With TEDGlobal 2013 just 17 days in the distance, we in the TED office are getting very excited to “Think Again.” Here, a look at the conference speakers who made the news this week.
- Education innovator Anant Agarwal is interviewed in The New Yorker article “Laptop U.” The founder of edX, Harvard and MIT’s online learning venture, Agarwal will speak at TEDGlobal during the session “Tech Impact.” In the article, Agarwal charmingly introduces himself: “Welcome to our start-up. It is very start-up-y.”
. - The Beirut Marathon — which was founded by Session 6 speaker May El-Khalil — will hold its 10K Women’s Challenge this Sunday, May 26. It will be the first all-female race in Beirut. In this tweet, May El-Khalil’s daughter, Zena, suggests that people run it wearing pink!
- Gabriele Gomez-Mont, who’ll co-host the session “The World on Its Head,” has been named an IFTF Fellow.
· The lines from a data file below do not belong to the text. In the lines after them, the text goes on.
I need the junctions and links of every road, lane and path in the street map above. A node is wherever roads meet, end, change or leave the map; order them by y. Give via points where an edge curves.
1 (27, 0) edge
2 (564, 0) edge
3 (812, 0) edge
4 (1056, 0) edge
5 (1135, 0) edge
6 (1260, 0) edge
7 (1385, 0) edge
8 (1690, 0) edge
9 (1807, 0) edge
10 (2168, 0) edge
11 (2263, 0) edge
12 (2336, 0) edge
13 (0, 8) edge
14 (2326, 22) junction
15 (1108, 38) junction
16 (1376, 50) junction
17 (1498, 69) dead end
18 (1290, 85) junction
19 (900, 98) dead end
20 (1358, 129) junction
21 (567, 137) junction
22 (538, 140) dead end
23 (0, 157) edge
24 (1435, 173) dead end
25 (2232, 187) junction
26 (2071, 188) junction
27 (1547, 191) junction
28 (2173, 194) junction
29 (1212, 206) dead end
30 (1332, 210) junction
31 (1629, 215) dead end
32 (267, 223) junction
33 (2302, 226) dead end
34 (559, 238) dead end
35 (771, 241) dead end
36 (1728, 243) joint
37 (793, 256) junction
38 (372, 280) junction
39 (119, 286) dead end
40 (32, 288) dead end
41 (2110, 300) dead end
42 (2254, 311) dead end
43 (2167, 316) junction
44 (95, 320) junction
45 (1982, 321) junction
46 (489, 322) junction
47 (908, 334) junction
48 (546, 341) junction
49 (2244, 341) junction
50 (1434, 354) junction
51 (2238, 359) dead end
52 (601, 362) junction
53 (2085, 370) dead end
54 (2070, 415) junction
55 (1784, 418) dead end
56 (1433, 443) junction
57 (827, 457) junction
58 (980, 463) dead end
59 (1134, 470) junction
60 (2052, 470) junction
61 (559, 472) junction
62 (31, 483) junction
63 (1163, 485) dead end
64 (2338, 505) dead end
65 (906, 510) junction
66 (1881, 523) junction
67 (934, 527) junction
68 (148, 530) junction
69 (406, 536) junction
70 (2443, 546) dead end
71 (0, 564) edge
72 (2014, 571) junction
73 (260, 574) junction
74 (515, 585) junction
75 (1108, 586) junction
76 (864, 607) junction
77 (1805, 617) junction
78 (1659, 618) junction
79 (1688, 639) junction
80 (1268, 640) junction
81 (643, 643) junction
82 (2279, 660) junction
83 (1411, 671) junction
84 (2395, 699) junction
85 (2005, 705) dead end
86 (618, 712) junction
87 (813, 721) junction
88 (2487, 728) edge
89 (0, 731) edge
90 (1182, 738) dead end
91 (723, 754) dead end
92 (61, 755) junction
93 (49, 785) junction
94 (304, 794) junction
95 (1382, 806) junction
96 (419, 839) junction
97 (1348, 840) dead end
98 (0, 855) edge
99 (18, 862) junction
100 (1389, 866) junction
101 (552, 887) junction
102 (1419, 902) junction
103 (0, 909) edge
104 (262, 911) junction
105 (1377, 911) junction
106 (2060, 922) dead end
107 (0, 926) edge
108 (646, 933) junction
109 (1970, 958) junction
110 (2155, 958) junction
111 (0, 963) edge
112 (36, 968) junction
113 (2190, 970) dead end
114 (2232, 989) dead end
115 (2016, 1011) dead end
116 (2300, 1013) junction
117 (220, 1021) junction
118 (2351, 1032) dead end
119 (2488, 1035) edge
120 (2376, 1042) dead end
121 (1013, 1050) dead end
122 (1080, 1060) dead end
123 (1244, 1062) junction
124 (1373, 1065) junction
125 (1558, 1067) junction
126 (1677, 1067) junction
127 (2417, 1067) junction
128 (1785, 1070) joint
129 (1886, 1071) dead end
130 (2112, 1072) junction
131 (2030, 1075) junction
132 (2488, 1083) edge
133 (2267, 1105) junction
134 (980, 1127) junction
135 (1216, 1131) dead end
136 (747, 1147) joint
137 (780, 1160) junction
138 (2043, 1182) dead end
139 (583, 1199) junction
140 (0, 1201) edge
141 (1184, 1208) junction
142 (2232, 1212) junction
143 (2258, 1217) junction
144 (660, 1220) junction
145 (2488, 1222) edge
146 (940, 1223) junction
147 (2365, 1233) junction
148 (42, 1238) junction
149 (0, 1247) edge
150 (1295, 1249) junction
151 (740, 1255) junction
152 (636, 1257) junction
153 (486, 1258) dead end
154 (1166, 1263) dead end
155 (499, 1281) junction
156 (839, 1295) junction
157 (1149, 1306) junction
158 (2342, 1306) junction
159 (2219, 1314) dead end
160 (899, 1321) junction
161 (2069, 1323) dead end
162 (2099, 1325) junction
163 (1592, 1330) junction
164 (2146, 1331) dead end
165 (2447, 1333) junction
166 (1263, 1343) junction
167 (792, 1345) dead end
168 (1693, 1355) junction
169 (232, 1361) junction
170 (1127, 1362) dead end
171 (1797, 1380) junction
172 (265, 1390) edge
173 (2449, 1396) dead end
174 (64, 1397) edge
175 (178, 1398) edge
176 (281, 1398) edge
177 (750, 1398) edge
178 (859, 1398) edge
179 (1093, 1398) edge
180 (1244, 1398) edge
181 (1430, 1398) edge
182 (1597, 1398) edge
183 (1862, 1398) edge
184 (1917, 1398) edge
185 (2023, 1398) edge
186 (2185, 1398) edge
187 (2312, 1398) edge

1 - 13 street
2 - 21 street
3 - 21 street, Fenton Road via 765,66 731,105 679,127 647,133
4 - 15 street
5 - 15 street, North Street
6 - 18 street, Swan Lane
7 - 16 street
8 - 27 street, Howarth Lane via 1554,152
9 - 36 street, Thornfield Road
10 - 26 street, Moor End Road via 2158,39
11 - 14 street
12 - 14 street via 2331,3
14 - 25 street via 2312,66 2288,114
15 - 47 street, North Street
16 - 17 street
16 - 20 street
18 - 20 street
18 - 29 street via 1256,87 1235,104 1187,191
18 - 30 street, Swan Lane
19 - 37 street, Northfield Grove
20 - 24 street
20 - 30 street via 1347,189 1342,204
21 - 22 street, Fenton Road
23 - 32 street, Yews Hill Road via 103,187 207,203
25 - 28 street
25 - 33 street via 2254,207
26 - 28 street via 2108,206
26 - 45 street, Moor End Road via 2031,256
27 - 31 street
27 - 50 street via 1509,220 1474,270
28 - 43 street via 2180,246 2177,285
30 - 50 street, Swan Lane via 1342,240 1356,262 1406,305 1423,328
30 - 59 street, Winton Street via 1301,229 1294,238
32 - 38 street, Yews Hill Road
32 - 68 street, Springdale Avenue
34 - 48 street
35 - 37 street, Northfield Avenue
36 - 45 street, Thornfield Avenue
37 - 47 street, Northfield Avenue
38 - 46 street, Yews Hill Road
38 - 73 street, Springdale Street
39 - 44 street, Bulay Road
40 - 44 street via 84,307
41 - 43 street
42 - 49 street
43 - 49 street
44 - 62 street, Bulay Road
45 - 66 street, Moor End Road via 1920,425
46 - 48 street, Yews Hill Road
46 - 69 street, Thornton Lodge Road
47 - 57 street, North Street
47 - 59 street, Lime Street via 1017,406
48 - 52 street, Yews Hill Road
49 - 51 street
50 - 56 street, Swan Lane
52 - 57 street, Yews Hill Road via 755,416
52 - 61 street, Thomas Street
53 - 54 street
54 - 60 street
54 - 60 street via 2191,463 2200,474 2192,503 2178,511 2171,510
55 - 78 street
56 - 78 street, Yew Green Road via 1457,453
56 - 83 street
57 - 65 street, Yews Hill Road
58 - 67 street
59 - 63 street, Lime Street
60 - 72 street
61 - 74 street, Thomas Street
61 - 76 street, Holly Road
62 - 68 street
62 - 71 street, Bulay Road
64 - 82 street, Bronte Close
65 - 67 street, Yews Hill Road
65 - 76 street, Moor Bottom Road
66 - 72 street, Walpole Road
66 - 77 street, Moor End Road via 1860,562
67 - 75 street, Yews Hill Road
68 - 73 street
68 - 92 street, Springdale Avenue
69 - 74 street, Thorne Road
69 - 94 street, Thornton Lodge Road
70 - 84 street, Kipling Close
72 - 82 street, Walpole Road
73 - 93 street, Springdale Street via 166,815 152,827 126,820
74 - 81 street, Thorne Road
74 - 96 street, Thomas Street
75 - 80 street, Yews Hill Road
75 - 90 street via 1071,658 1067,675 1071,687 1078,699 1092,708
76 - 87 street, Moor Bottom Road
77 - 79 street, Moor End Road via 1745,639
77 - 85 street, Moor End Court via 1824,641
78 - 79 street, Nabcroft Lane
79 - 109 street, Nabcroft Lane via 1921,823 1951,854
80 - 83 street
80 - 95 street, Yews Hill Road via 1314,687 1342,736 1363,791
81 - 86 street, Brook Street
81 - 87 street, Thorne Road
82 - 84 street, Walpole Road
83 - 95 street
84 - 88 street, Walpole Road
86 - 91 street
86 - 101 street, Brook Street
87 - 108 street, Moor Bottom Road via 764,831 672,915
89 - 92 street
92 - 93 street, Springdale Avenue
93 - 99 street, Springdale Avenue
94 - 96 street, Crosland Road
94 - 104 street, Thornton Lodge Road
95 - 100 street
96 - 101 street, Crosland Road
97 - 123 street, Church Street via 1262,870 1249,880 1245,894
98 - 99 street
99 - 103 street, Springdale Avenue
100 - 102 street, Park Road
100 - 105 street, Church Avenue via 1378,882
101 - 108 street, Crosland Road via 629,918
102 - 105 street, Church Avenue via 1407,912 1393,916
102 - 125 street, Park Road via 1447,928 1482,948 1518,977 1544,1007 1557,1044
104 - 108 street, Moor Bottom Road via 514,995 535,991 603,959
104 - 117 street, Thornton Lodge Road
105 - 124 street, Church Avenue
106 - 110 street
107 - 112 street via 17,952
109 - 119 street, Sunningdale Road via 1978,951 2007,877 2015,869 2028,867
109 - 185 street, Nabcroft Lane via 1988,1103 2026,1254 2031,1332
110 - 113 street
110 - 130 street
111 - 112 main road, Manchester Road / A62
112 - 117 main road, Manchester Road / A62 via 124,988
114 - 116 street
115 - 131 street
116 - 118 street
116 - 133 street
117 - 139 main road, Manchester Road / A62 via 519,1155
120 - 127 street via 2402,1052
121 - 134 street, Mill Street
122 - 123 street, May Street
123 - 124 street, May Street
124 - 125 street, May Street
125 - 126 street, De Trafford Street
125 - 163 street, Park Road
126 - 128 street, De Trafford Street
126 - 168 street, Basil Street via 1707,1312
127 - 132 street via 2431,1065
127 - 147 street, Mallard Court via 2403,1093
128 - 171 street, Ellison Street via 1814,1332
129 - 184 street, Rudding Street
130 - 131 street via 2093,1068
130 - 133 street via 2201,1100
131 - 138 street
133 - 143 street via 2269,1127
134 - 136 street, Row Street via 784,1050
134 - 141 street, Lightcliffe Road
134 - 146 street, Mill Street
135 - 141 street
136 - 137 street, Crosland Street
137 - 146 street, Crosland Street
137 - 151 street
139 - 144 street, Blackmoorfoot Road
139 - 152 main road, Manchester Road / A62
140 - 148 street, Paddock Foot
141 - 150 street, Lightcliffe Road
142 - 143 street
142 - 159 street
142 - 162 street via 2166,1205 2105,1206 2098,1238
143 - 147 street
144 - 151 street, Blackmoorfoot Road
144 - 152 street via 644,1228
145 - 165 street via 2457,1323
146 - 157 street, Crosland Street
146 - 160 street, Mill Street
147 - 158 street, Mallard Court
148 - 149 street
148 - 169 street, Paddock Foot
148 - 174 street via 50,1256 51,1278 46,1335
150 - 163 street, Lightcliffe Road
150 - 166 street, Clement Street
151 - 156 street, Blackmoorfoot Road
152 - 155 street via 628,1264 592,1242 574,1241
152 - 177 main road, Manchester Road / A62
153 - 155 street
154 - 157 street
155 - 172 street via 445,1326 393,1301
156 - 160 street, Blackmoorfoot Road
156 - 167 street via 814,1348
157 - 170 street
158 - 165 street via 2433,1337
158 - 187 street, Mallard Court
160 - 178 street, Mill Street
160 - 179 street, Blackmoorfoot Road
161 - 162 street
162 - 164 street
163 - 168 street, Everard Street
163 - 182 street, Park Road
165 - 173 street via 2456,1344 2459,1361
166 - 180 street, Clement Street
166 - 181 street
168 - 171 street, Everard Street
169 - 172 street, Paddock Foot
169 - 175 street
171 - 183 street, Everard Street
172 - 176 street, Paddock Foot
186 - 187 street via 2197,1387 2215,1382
This is the Institute for the Future’s inaugural group of fellows, selected for their passion in creating innovative solutions to the world’s toughest problems.
- CNN has profiled false memory expert Elizabeth Loftus, who’ll speak during the session “Exquisite Enigmatic Us.” CNN writes of this fascinating researcher: “One conversation with Elizabeth Loftus may shake your confidence in everything you think you remember … Her work is reminiscent of films like Memento and Eternal Sunshine of the Spotless Mind where what you believe happened is probably far from the truth.”
- Here’s a fascinating interview with economist Dambisa Moyo via Slate — in which she suggests how Bill Gates might better help Africa.
- Chrystia Freeland, the author of the book Plutocrats who’ll speak during the session “Money Talks,” wrote an essay for Reuters called “Poor Little Rich Kids.” The deeply surprising thesis: rising spending on education in the upper classes is not only challenging social mobility, but actually turning upper-middle-class kids into an at-risk group.
- Apollo Robbins is co-hosting the National Geographic Channel show Brain Games. The next episode is “Seeing Is Believing,” and it asks the question: Can we trust our eyes? Should we?